Kicking off our football Prediction API

Woohoo! We’ve just released our brand-new Football Prediction API! We’re so proud of our Dev Team and Data Scientists, who’ve helped us fulfill this dream.

Two years ago, we started researching how to get the most accurate and reliable probability estimates in sports events, based on our own Sportmonks data. It resulted in the Prediction API we introduce to you today!

In this two-course blog, we will first give you some prominent features and then dig a little deeper into our algorithm’s technical aspects.

For starters, let me give you some of our algorithm’s fundamental principles:

Timely and Substantive:
Every day, the API updates its models with the latest data from our Sportmonks Football Database.

Data Controlled:
It doesn’t need human intervention. It runs on statistical analysis results of the entire historical Sportmonks Football Database.

Precise Probabilities:
The API offers the most precise probabilities possible by using mathematical Probability Distribution models.

Predictability Performance:
We monitor our Prediction API’s success rate and quality so that you can track our predictions’ performance.

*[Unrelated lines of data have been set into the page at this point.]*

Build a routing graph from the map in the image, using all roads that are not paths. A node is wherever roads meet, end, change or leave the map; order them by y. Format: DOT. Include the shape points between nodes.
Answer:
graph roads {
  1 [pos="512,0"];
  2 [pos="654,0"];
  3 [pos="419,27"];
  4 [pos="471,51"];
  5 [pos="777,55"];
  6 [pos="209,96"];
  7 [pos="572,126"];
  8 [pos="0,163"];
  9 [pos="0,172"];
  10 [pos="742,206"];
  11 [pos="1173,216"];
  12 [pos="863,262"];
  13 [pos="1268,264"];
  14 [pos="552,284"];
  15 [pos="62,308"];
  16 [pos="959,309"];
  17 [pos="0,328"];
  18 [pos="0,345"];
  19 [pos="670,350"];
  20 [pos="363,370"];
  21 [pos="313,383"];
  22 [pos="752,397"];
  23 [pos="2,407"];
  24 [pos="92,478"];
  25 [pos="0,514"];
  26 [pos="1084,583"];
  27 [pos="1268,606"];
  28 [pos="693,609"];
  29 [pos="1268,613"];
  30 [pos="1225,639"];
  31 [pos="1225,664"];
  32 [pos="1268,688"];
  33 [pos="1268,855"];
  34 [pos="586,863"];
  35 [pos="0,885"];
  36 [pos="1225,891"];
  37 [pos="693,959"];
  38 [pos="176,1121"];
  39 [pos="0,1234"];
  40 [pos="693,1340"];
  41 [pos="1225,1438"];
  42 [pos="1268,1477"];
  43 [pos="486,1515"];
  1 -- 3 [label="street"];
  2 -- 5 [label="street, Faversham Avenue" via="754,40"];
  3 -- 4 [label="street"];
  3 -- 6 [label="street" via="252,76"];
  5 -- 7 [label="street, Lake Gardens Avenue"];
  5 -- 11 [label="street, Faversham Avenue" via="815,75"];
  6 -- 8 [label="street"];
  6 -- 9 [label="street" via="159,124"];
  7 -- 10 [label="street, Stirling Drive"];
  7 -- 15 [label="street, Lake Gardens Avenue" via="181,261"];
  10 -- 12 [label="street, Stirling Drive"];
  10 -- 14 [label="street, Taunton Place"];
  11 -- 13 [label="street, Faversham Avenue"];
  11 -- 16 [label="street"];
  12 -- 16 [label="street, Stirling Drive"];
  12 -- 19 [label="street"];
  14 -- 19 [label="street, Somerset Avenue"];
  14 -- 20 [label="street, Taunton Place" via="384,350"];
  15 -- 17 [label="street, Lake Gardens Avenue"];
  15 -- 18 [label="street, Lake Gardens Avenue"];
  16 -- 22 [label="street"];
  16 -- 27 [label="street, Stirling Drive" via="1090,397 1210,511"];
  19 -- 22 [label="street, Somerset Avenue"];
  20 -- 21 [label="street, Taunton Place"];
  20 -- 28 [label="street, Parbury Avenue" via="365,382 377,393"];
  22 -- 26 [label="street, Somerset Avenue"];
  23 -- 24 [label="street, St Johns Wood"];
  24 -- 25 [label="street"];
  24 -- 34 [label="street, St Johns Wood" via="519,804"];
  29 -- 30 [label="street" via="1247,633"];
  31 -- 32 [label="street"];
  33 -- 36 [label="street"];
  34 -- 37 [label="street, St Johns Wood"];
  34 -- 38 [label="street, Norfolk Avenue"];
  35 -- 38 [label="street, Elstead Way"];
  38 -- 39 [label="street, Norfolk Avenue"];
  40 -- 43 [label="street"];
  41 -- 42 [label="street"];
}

Because even smart algorithms can fail, it is essential to know what is predictable and what isn’t.

Understanding the model

The model

Our primary model follows Bayesian principles, which means we are using Probability Distribution to describe our model parameters.

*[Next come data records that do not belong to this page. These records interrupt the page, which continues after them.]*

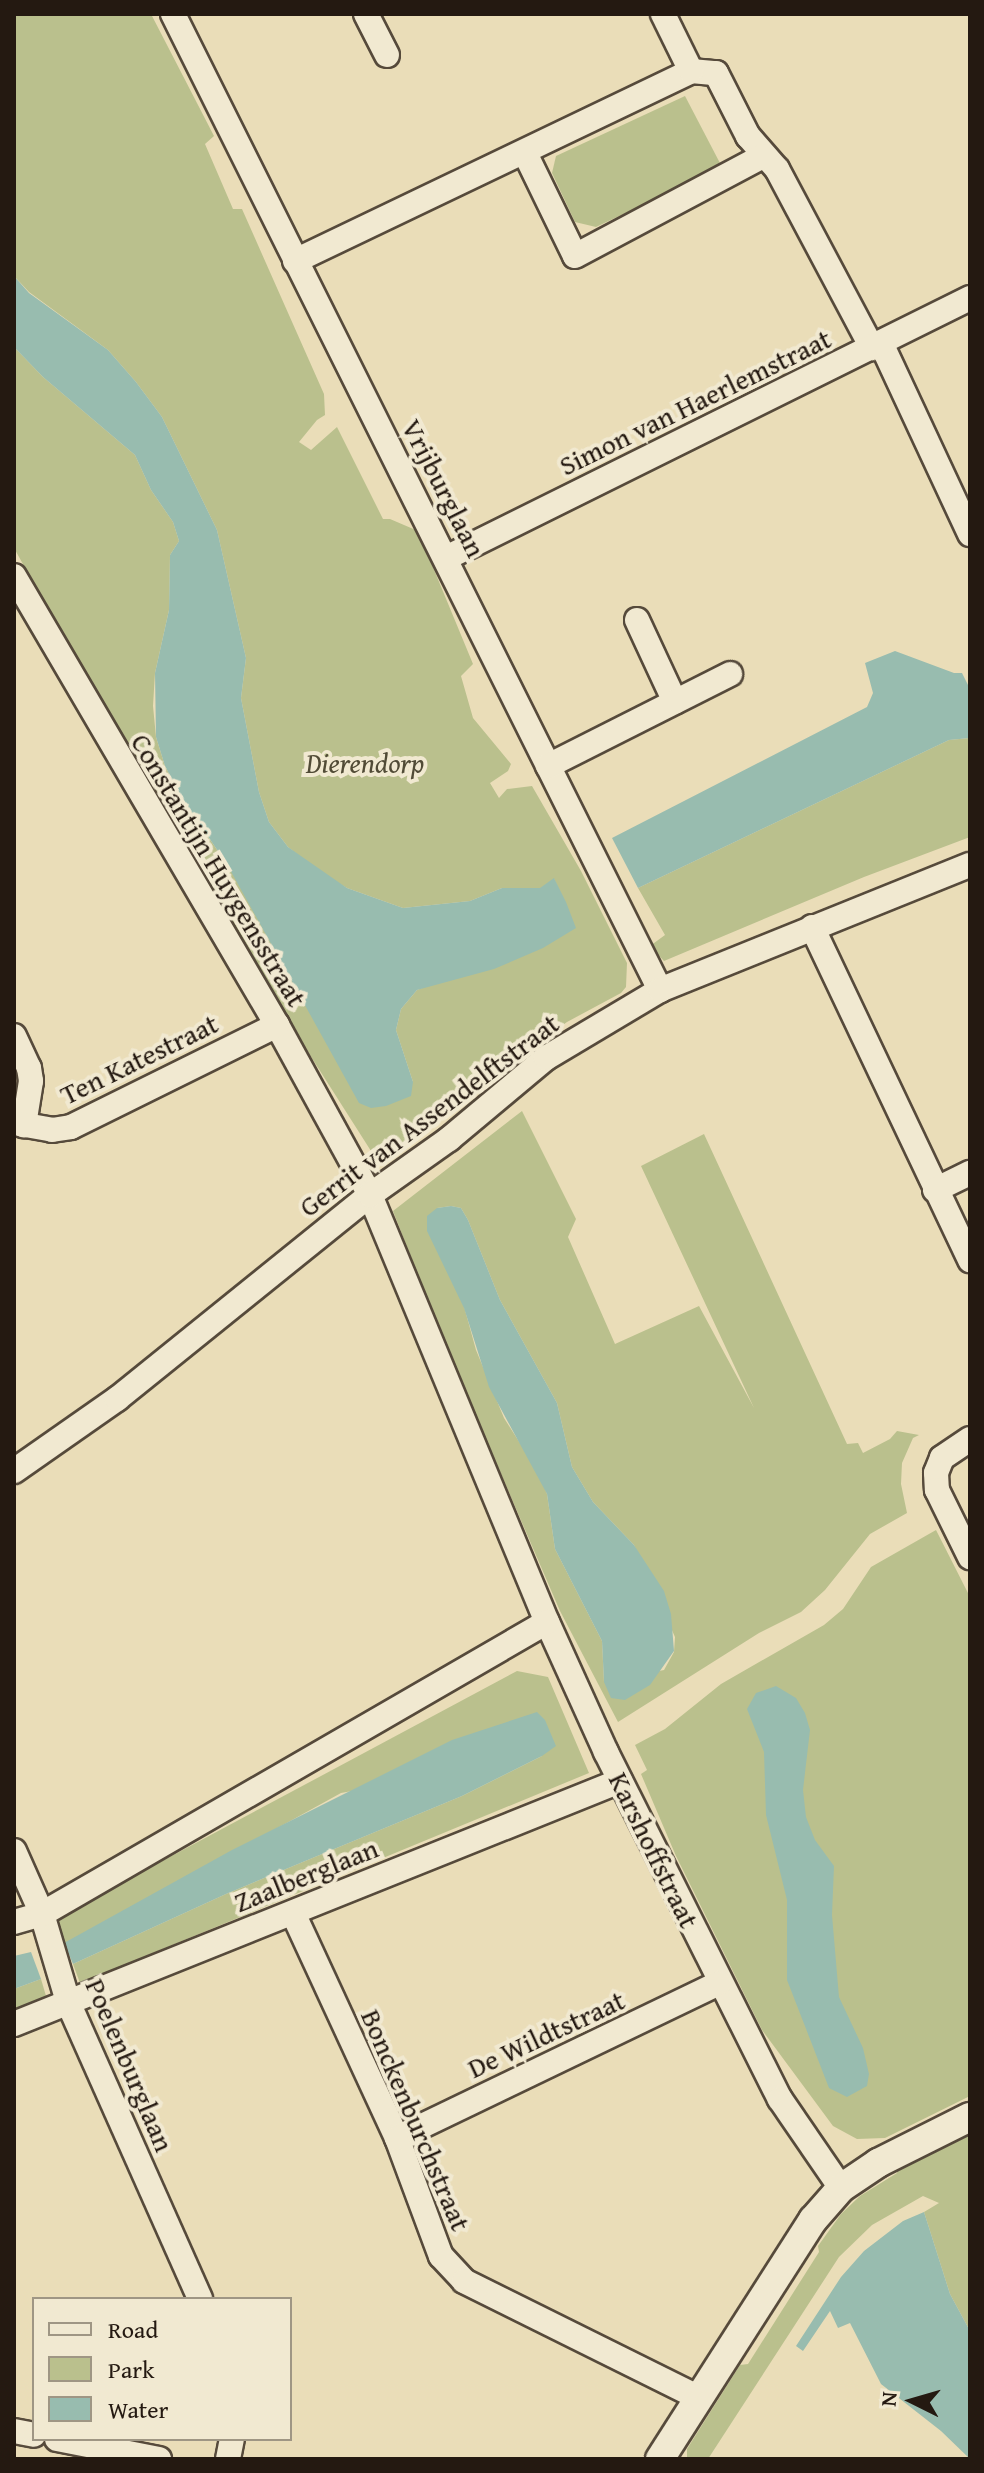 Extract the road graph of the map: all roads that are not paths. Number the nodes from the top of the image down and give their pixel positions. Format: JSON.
{"nodes":[{"id":1,"x":173,"y":14,"type":"edge"},
{"id":2,"x":366,"y":14,"type":"edge"},
{"id":3,"x":663,"y":14,"type":"edge"},
{"id":4,"x":387,"y":55,"type":"dead end"},
{"id":5,"x":691,"y":71,"type":"junction"},
{"id":6,"x":525,"y":153,"type":"junction"},
{"id":7,"x":763,"y":156,"type":"junction"},
{"id":8,"x":295,"y":261,"type":"junction"},
{"id":9,"x":970,"y":298,"type":"edge"},
{"id":10,"x":876,"y":345,"type":"junction"},
{"id":11,"x":970,"y":534,"type":"edge"},
{"id":12,"x":446,"y":558,"type":"junction"},
{"id":13,"x":14,"y":576,"type":"edge"},
{"id":14,"x":22,"y":607,"type":"edge"},
{"id":15,"x":637,"y":620,"type":"dead end"},
{"id":16,"x":730,"y":674,"type":"dead end"},
{"id":17,"x":675,"y":702,"type":"junction"},
{"id":18,"x":548,"y":766,"type":"junction"},
{"id":19,"x":970,"y":865,"type":"edge"},
{"id":20,"x":812,"y":927,"type":"junction"},
{"id":21,"x":660,"y":990,"type":"junction"},
{"id":22,"x":277,"y":1025,"type":"junction"},
{"id":23,"x":14,"y":1036,"type":"edge"},
{"id":24,"x":19,"y":1124,"type":"edge"},
{"id":25,"x":970,"y":1173,"type":"edge"},
{"id":26,"x":935,"y":1190,"type":"junction"},
{"id":27,"x":370,"y":1195,"type":"junction"},
{"id":28,"x":970,"y":1260,"type":"edge"},
{"id":29,"x":970,"y":1439,"type":"edge"},
{"id":30,"x":14,"y":1471,"type":"edge"},
{"id":31,"x":970,"y":1557,"type":"edge"},
{"id":32,"x":547,"y":1622,"type":"junction"},
{"id":33,"x":620,"y":1781,"type":"junction"},
{"id":34,"x":14,"y":1851,"type":"edge"},
{"id":35,"x":293,"y":1913,"type":"junction"},
{"id":36,"x":42,"y":1914,"type":"junction"},
{"id":37,"x":14,"y":1922,"type":"edge"},
{"id":38,"x":719,"y":1983,"type":"junction"},
{"id":39,"x":68,"y":2002,"type":"junction"},
{"id":40,"x":14,"y":2024,"type":"edge"},
{"id":41,"x":970,"y":2117,"type":"edge"},
{"id":42,"x":397,"y":2138,"type":"junction"},
{"id":43,"x":841,"y":2188,"type":"junction"},
{"id":44,"x":199,"y":2297,"type":"edge"},
{"id":45,"x":698,"y":2397,"type":"junction"},
{"id":46,"x":67,"y":2441,"type":"edge"},
{"id":47,"x":159,"y":2459,"type":"edge"},
{"id":48,"x":660,"y":2459,"type":"edge"}],
"edges":[{"from":1,"to":8,"type":"street","name":"Vrijburglaan"},
{"from":2,"to":4,"type":"street"},
{"from":3,"to":5,"type":"street"},
{"from":5,"to":6,"type":"street"},
{"from":5,"to":7,"type":"street"},
{"from":6,"to":7,"type":"street"},
{"from":6,"to":8,"type":"street"},
{"from":7,"to":10,"type":"street"},
{"from":8,"to":12,"type":"street","name":"Vrijburglaan"},
{"from":9,"to":10,"type":"street","name":"Simon van Haerlemstraat"},
{"from":10,"to":11,"type":"street"},
{"from":10,"to":12,"type":"street","name":"Simon van Haerlemstraat"},
{"from":12,"to":18,"type":"street","name":"Vrijburglaan"},
{"from":13,"to":14,"type":"street","name":"Constantijn Huygensstraat"},
{"from":14,"to":22,"type":"street","name":"Constantijn Huygensstraat"},
{"from":15,"to":17,"type":"street"},
{"from":16,"to":17,"type":"street"},
{"from":17,"to":18,"type":"street"},
{"from":18,"to":21,"type":"street","name":"Vrijburglaan"},
{"from":19,"to":20,"type":"street","name":"Gerrit van Assendelftstraat"},
{"from":20,"to":21,"type":"street","name":"Gerrit van Assendelftstraat"},
{"from":20,"to":26,"type":"street"},
{"from":21,"to":27,"type":"street","name":"Gerrit van Assendelftstraat"},
{"from":22,"to":24,"type":"street","name":"Ten Katestraat"},
{"from":22,"to":27,"type":"street","name":"Constantijn Huygensstraat"},
{"from":23,"to":24,"type":"street"},
{"from":25,"to":26,"type":"street"},
{"from":26,"to":28,"type":"street"},
{"from":27,"to":30,"type":"street","name":"Gerrit van Assendelftstraat"},
{"from":27,"to":32,"type":"street","name":"Karshoffstraat"},
{"from":29,"to":31,"type":"street"},
{"from":32,"to":33,"type":"street","name":"Karshoffstraat"},
{"from":32,"to":36,"type":"street"},
{"from":33,"to":35,"type":"street","name":"Zaalberglaan"},
{"from":33,"to":38,"type":"street","name":"Karshoffstraat"},
{"from":34,"to":36,"type":"street","name":"Poelenburglaan"},
{"from":35,"to":39,"type":"street","name":"Zaalberglaan"},
{"from":35,"to":42,"type":"street","name":"Bonckenburchstraat"},
{"from":36,"to":37,"type":"street"},
{"from":36,"to":39,"type":"street","name":"Poelenburglaan"},
{"from":38,"to":42,"type":"street","name":"De Wildtstraat"},
{"from":38,"to":43,"type":"street","name":"Karshoffstraat"},
{"from":39,"to":40,"type":"street","name":"Zaalberglaan"},
{"from":39,"to":44,"type":"street","name":"Poelenburglaan"},
{"from":41,"to":43,"type":"street"},
{"from":42,"to":45,"type":"street","name":"Bonckenburchstraat"},
{"from":43,"to":45,"type":"street"},
{"from":45,"to":48,"type":"street"},
{"from":46,"to":47,"type":"street"}]}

First, it is essential to ask ourselves what we want to predict. Football match results rely on the final score.

It is vital to distinguish between goal distribution on the one hand and the expected goal1 metric (xG) on the other, which gives the probability rate at which a goal attempt will result in a score.

The Bayesian model extracts goal distribution from our historical data. It tells us the expected scoring rates of two teams for their next match.

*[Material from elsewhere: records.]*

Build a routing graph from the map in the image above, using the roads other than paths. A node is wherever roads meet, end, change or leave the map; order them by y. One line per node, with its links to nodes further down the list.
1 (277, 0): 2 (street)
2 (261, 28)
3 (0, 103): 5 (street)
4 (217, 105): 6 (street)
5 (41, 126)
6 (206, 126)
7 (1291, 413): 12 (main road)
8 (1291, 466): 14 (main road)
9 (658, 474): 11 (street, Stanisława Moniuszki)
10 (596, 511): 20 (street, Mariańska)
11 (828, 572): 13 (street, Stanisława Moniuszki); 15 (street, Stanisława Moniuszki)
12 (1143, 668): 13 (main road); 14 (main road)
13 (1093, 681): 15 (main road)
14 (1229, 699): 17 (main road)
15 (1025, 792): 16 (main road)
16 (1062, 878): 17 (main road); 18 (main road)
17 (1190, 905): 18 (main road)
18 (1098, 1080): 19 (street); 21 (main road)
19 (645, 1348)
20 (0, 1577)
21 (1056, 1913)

To learn those distributions, we can use all the data features available to us: events, players, commentaries, statistics, and much more. The hard part is to select the features that best describe the teams’ goal distribution.

Once we have learned the goal distribution, we can use it to predict many matches. Predictions are available three weeks forward.
In this section we give more mathematics details to the interested reader. We are not going to give all our secret sauce but enough to make sure you understand what is it about.

As we said we are doing Bayesian analysis. For that we need to choose a probability distribution for our main variable: the goals. As a starting point we use the Poisson distribution[^2]. It is a positive distribution for counting data, goals in our case. This is mean that if $y$ is the number of goals scored by a team we assume the following prior:

$$ y\sim \text{Poisson}(\lambda) $$

where $\lambda$ is the unique distribution parameter. It can be interpreted as the expected number of goal of the team. Often it is also represented as the team strength combining attack and defense effect, but this is not the route we are taking. In place we treat $\lambda$ as a random variable and choose a distribution for it. We know it is a positive continuous variable. Therefore a natural prior distribution is the Gamma distribution:

$$\lambda\sim \text{Gamma}(\alpha,\beta)$$

The Gamma distribution has two parameters that will help to fit a large family of shapes. The parameter $\alpha$ can be interpreted as the number of goal scored by the team over $\beta$ matches. Since $\lambda$ is now a random variable it has an expected value that we call $\mu = \mathbb{E}\left[\lambda\right]$.

Now we need to find the parameters of the Gamma distribution. Actually we are interested by $\mu$. Well in this case it is the expectation of the gamma distribution, $\mathbb{E}\left[\lambda\right] = \frac{\alpha}{\beta}$. Note that this is also the expectation of our expected goal measure. At this point we almost have everything. The last piece is incorporating the set of feature $x$ that will help us to fit the parameter of the distribution. To do so we will assume that:

$$\mu = \theta^\top x$$

where $x$ is a vector of feature of interest and $\theta \sim \mathbb{}N\left( 0,\sigma\right)$ the Gaussian prior for the parameters.

The training phase of the model consists to determine the posterior distribution for the model parameters given the data and our prior distribution. Many steps are involved in the prediction process, from data collection to feature engineering through model training. To help you to understand what it takes we have symbolized our workflow by the following chart.

Quantifying predictability

There are several ways to measure the prediction’s quality. For example, we can use the number of times we have the correct result, which we call the Accuracy model. We could also use the ranked probability score3 or the Brier score4. Instead, we prefer to use an entropy-related measure, the log loss.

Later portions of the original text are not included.